Я подхожу теперь к себе, чтобы, будучи наименьшим по интеллекту и годам, я мог также составить последнюю тему моего письма. В своей беде ты умоляешь меня прийти к тебе на помощь. О, жестокая и неумолимая судьба! Помогая такому великому человеку, как ты, я мог бы вечно хвастаться лучшим правом на славу, чем любое, которого я достиг или надеюсь достичь. Я призываю Христа в свидетели — Бога, тебе неизвестного, — что нет абсолютно ничего, что я могу предложить для твоего облегчения, кроме ласковой, нежной жалости и верного совета. Какую помощь, действительно, можно получить от того, кто ничего не может сделать для себя самого? Разве ты не слышал, что даже твои последователи были поносимы из ненависти к твоему имени и что они были признаны безумными собранием безумцев? Если это могло случиться в твой собственный век и в Афинах, самом культурном из городов, что, по-твоему, будет сегодня с другими поэтами в городах, полностью преданных погоне за удовольствием? Я один из тех, в кого чернь и невежды целятся своими стрелами. Я удивлен и гадаю, почему это так. Если бы я только дал повод для какой-то оправданной ненависти! Но неважно, насколько справедливой была или не была причина; реальность их ненависти неоспорима. И на мою ли грудь, тогда, ты хотел бы искать убежища? О, безумный поворот колеса фортуны! Ни один дворец не был бы достаточно просторным и блистательным для тебя, Гомер, если бы великие интеллекты стремились к таким материальным почестям, которые фортуна может даровать. Но не так: гений презирает башни и замки невежд и наслаждается одинокой и скромной хижиной. Со своей стороны, хотя я не считаю себя достойным столь великого гостя, я уже приютил тебя у себя дома как на греческом, так и (насколько это было возможно) на латыни. [144] Я надеюсь иметь тебя целиком в скором времени, при условии, что твой фессалиец завершит то, что начал. [145] Знай, однако, что ты будешь принят в еще более священное ограждение: я сделал приготовления, чтобы приветствовать тебя с величайшим рвением и преданностью в самых сокровенных тайниках моего сердца. Одним словом, моя любовь к тебе больше и теплее лучей солнца, и мое уважение таково, что никто не мог бы лелеять большего.

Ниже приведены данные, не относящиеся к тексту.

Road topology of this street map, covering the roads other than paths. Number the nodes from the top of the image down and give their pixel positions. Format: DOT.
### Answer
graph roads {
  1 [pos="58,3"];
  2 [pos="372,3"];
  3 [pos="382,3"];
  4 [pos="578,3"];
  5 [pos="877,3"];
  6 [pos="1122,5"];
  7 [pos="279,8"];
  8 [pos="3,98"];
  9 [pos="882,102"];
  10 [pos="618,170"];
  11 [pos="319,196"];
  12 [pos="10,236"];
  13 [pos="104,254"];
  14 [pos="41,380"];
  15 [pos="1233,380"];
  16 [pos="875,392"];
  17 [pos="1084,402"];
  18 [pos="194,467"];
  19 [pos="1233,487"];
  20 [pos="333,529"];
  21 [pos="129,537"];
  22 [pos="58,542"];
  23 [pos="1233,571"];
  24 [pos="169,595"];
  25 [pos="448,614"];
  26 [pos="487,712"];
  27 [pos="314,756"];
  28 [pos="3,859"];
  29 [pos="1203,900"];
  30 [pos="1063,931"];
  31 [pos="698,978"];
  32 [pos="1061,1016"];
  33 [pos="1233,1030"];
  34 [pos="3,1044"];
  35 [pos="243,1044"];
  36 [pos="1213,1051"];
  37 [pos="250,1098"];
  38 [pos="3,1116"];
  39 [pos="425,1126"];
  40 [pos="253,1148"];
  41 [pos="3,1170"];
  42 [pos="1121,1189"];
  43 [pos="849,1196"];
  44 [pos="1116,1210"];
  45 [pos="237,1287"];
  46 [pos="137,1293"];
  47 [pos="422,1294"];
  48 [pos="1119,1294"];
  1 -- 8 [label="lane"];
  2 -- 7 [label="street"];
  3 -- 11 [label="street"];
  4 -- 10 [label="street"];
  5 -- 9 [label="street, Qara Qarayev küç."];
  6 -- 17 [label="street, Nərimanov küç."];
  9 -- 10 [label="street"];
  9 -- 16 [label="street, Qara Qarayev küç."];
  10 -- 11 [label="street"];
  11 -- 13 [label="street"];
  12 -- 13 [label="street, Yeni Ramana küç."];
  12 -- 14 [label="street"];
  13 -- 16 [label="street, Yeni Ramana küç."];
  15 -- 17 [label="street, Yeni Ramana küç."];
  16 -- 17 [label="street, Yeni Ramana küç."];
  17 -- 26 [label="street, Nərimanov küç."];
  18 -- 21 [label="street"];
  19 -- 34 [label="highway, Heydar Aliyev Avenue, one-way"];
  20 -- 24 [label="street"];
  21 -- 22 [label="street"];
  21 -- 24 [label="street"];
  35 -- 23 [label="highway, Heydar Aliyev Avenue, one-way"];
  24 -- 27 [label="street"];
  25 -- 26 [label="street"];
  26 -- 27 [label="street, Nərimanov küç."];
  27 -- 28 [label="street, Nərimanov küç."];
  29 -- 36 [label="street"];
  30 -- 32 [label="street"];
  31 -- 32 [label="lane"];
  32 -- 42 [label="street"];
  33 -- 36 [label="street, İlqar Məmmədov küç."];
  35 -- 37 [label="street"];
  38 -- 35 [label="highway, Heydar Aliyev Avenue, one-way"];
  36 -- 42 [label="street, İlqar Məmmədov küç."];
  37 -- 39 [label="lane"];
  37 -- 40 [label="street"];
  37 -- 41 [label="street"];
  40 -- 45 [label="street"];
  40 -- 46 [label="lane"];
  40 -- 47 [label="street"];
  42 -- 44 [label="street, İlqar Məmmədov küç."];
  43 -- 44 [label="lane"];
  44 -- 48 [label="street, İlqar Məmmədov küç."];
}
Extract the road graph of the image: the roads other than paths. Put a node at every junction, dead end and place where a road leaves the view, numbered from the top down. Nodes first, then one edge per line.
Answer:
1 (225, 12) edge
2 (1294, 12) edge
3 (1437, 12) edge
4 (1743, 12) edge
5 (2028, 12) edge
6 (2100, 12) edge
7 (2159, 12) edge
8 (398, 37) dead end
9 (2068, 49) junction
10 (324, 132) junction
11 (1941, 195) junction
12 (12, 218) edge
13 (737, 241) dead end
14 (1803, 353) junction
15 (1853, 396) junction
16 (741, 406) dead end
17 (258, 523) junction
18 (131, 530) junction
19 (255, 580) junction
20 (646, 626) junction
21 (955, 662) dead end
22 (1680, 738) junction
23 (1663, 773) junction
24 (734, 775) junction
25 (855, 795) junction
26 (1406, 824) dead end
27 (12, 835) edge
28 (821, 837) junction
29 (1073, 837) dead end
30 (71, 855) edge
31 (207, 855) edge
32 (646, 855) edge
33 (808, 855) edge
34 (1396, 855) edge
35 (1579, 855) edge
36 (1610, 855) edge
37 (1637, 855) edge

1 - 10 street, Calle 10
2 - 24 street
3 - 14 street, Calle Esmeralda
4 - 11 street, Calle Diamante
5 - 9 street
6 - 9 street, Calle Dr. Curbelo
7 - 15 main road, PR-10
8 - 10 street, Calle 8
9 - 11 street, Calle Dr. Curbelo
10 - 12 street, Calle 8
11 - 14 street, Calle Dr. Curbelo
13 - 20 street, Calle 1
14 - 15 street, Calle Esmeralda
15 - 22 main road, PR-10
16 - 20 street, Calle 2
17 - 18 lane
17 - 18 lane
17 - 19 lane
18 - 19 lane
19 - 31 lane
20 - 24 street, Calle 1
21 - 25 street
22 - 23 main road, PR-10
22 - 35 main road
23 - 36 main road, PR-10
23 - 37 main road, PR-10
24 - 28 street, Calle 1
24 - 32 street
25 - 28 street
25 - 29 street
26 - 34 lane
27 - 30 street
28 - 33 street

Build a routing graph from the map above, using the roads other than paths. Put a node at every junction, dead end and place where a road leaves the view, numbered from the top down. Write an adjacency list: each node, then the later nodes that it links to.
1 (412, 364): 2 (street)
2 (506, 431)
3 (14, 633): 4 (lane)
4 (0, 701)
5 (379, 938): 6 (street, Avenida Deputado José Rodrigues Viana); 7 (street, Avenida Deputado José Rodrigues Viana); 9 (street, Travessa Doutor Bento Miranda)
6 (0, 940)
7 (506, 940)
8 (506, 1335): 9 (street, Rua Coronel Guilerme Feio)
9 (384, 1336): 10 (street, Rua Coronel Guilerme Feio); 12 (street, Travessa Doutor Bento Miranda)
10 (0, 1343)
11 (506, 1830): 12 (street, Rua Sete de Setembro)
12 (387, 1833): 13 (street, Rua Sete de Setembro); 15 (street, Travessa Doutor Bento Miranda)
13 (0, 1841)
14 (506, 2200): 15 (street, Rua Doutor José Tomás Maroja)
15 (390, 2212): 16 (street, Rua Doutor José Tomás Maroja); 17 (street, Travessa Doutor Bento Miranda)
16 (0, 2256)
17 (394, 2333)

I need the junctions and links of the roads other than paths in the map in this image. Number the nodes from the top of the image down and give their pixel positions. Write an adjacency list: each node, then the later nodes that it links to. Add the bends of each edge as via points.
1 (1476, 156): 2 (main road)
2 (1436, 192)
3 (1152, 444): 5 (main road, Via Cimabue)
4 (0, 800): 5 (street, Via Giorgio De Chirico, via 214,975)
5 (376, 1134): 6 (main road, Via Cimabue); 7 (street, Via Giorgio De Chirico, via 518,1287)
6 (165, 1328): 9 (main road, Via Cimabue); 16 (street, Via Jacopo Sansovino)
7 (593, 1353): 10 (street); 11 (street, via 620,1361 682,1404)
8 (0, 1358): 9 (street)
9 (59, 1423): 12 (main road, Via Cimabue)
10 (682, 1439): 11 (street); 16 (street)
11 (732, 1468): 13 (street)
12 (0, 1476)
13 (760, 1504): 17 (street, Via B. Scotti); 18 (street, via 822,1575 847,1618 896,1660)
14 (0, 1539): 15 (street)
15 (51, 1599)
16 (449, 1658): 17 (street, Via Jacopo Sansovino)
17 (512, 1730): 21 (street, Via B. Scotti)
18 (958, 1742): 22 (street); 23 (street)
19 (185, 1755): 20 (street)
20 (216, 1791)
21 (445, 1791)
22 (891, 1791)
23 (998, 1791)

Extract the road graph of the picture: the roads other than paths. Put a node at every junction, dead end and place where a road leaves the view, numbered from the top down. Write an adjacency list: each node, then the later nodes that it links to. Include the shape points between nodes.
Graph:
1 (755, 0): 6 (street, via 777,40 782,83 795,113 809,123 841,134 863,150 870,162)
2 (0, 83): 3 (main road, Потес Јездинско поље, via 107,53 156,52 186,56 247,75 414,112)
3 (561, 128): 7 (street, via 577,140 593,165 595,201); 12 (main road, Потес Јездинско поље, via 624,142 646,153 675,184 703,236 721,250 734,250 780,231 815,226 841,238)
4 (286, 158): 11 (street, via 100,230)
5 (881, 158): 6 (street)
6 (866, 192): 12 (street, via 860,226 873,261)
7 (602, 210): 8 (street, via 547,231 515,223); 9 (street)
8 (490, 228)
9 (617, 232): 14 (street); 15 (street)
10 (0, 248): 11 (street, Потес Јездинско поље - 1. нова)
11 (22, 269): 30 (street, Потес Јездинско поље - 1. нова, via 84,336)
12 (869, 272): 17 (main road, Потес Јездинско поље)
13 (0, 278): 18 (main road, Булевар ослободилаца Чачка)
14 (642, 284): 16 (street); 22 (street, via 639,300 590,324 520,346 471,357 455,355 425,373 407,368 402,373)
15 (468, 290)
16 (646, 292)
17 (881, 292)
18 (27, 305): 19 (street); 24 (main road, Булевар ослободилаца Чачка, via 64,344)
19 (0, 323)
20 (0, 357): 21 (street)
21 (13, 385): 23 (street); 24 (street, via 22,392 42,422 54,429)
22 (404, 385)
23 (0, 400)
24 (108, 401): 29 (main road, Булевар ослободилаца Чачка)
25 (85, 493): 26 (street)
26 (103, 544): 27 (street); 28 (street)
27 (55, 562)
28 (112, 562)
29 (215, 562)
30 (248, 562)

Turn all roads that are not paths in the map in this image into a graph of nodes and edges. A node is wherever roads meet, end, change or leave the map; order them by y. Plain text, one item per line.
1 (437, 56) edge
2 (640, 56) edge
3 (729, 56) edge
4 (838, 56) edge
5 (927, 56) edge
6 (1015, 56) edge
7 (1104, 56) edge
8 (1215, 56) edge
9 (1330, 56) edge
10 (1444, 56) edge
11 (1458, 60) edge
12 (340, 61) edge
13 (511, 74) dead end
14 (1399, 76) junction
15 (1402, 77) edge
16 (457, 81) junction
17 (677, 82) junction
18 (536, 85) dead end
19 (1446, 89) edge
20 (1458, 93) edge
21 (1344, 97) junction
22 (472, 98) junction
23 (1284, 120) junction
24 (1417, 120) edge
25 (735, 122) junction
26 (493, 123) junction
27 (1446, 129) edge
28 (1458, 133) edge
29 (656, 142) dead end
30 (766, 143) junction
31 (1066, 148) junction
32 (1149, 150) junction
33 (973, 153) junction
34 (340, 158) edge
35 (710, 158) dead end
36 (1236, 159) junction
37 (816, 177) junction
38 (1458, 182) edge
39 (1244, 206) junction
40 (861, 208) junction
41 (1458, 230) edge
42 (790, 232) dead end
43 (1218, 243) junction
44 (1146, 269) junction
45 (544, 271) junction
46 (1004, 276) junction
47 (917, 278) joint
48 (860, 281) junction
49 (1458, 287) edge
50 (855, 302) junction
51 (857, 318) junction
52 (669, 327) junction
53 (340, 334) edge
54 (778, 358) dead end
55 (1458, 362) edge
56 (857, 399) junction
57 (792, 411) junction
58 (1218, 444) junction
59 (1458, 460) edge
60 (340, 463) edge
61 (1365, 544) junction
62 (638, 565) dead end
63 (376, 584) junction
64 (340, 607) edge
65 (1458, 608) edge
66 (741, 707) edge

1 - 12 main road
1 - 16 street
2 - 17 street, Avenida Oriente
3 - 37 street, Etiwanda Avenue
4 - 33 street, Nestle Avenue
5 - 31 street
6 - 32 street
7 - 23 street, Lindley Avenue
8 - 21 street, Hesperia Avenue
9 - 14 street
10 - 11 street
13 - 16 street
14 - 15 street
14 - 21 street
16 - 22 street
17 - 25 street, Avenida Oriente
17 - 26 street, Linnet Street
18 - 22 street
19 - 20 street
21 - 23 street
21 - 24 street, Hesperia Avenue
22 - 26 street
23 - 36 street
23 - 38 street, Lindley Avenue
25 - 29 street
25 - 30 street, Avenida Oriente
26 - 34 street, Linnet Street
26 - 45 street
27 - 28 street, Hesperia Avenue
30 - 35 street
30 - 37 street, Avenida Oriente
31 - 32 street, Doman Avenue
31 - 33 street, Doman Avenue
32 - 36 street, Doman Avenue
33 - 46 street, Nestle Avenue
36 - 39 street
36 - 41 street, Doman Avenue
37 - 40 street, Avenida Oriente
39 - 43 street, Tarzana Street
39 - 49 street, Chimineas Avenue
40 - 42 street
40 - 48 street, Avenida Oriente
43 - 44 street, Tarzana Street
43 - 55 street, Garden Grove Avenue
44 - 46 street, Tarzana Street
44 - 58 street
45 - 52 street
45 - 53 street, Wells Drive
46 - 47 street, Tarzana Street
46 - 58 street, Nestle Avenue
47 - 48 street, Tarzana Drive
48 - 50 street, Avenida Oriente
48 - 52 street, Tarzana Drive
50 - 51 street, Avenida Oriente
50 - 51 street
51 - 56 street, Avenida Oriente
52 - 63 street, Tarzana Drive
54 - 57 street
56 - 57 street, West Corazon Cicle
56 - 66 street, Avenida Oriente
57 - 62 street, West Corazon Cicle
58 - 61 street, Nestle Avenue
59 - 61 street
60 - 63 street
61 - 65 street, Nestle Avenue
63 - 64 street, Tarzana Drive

Это все, что я смог предложить тебе, вождь и отец. Любая попытка освободить тебя от презрения черни привела бы к умалению твоей исключительной и особой похвалы. Более того, это задача, выходящая за рамки моих сил и сил любого другого, кроме, возможно, того человека, у которого хватит сил обуздать страсти толпы. И хотя Бог обладает такой силой, Он не проявлял ее в прошлом, и я не думаю, что Он склонен делать это в будущем.

Я говорил очень долго, как будто ты присутствовал. Выходя теперь из тех самых ярких полетов воображения, я осознаю, как далеко ты находишься, и боюсь, не будет ли тебе утомительно читать столь длинное письмо в тусклом свете нижнего мира. Я успокаиваю себя, когда вспоминаю, что твое письмо тоже было длинным.

Прощай навеки. И когда ты вернешься на свое почетное место, пожалуйста, передай добрые приветствия Орфею, Лину, Еврипиду и остальным.

Написано в мире горнем, в том городе, лежащем между знаменитыми реками По, Тичино, Адда и другими, откуда, как говорят некоторые, Милан берет свое название, девятого октября в тысяча триста шестидесятом году этой последней эры.

Примечания к Fam., XXIV, 12, к Гомеру

[109]. Человеком, который обучил Петрарку основам греческого языка, был Бернардо Барлаам, теолог, математик, астроном и философ. Этот ученый итальянский монах родился в Семинаре, Калабрия Ультериоре, и вступил в римско-католический монастырь святого Василия. Из Калабрии он отправился в Этолию, затем учился в Фессалониках (в то время центре образования) и, наконец (1327 или 1328), отправился в Константинополь, чтобы лучше выучить греческий язык и, таким образом, иметь возможность читать Аристотеля в оригинале. Он сразу же стал членом греческой церкви, а в 1331 году был назначен аббатом монастыря святого Сальватора в Константинополе. Его защищал Андроник III (Палеолог, 1328-41), который в 1339 году отправил его в Авиньон с дипломатической миссией к папе Бенедикту XII, пытаясь добиться объединения двух церквей в общем деле против турок. В этой миссии Барлаам не преуспел. Вернувшись в Грецию, он напал на исихастов (или квиетистов) горы Афон и вступил в конфликт с Григорием Паламой (впоследствии архиепископом Фессалоник) по вопросу о свете, который явился ученикам на горе Фавор при Преображении. На синоде, состоявшемся в Константинополе в 1341 году, исихасты защищались столь умело, что Барлаам был осужден. Поскольку его покровитель к тому времени умер, он был вынужден бежать в Италию.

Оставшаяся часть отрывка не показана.